With all the talk about crunch happening now, I ( @SmashyNick) would like to share our studio's experiences with crunch as I think the more devs that are transparent about it, the less will have to learn it the hard way.
You guys might know that before Caelan and I started Aggro Crab we made a little game called Treadnauts, a local multiplayer party game, think Towerfall but with flying tanks. We were working on this as our first big game out of college (Caelan actually dropped out to do so)
Being the young upstarts that we were, we had seemingly endless energy to crunch. Until....we didn't. Before we went into early access, we crunched for about a month straight to get everything ready (also I lied earlier, it has online multiplayer for PC & Caelan had to code it)
We were pulling 12 hour days, 6 days a week, for over a month. Our futures seemingly relied on this game putting us on the map. What started out as character-building bootstrapping ended up hurting us physically, mentally, and in relationships were spending less and less time in.

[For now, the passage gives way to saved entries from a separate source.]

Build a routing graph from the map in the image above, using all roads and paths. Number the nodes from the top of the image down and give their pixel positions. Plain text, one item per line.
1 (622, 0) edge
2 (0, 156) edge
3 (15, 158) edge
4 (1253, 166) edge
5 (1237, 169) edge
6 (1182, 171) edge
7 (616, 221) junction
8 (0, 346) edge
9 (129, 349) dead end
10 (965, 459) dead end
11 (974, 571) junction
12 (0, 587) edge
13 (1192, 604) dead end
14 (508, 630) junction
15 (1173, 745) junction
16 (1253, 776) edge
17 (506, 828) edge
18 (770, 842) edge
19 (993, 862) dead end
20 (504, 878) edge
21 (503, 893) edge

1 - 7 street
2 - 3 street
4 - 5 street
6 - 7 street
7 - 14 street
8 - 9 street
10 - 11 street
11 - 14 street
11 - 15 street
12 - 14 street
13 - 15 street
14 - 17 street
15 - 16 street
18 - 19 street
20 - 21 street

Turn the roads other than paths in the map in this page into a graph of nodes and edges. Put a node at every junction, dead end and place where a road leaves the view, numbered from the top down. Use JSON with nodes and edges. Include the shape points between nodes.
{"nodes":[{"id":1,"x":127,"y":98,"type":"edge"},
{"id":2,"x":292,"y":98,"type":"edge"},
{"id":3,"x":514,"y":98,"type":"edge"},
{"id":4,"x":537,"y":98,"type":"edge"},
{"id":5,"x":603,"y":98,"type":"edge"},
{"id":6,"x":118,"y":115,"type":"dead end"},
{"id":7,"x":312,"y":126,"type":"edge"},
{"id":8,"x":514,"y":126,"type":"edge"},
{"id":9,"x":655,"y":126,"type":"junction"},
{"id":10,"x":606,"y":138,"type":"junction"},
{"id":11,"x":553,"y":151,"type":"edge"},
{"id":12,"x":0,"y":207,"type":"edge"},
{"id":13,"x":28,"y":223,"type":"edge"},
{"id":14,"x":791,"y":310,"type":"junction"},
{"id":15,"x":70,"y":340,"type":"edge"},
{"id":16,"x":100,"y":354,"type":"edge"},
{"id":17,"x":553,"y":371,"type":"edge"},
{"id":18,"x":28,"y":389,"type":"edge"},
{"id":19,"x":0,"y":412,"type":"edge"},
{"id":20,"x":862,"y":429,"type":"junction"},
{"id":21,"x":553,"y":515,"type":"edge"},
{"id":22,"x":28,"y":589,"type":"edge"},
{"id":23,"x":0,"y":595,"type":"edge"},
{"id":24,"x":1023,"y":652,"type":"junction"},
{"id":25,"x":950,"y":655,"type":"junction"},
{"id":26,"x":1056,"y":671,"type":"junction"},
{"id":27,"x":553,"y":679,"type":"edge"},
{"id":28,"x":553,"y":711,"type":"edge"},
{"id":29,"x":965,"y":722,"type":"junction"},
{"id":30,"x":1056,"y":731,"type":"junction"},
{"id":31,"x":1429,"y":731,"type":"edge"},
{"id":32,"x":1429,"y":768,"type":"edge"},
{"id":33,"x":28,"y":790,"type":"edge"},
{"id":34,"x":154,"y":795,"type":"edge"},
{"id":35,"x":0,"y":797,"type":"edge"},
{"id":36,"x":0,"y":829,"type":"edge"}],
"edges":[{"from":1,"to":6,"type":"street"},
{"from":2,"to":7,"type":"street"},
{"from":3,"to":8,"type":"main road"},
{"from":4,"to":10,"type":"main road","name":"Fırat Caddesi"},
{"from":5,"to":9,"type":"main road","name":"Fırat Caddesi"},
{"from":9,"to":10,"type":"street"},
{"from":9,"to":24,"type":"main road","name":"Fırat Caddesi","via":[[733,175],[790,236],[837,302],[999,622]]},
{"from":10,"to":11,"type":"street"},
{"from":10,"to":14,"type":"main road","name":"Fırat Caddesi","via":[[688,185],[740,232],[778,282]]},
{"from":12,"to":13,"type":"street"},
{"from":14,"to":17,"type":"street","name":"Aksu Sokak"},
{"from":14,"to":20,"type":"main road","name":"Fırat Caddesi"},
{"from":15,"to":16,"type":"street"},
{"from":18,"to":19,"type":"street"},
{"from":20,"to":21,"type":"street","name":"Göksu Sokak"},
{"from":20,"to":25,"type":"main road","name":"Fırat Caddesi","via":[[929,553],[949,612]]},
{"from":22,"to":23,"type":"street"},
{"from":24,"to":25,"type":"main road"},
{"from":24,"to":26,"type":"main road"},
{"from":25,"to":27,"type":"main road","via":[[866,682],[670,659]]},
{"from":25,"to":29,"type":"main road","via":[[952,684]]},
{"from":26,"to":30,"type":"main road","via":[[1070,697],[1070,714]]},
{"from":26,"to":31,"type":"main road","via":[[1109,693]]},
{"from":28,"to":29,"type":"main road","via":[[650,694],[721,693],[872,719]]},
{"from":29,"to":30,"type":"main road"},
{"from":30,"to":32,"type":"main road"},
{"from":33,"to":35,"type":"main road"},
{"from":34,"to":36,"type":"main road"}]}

I can't speak for Caelan but that experience kinda FUCKED me up, as in: I can't crunch anymore if I tried. At the ripe old age of 25 it's infinitely harder to work long hours, not even on things I'd consider "passion work" as opposed to crunch because my brain conflates the two.
Because of that, we....didn't crunch nearly as much on Going Under, which in a roundabout way was good! But on any project there are bumps in the road, so it didn't go away entirely. When we did crunch, we felt the drain of it way more strongly than we used to.
On occasion, we & some team members had to work late, usually the night before a milestone build, but we tried our best to make sure they were comfortable with it. Nothing is more wack than forcing others to crunch, so our solution would usually be taking on more work ourselves.
Self-imposed crunch happened to us, and we don't have anyone to blame but ourselves for it. Irresponsible scope creep and poor self-discipline caused me to really hurt myself and burn the fuck out. Was it worth it? Probably not, Treadnauts was just the one stepping stone.
Crunch is something that every developer has to confront. Thankfully there are industry role models like Supergiant that can show us all a better way is possible, but the rest of us are merely trying our best and unfortunately sometimes fail. https://kotaku.com/the-secret-to-the-success-of-bastion-pyre-and-hades-1838082618
Moving forward I want to work toward an Aggro Crab where crunch is managed better. Pitch a game with reasonable scope, budget, and timeline. Hire a producer to keep us accountable. Maybe one day I'll be able to burn the midnight oil devving again and actually feel good about it.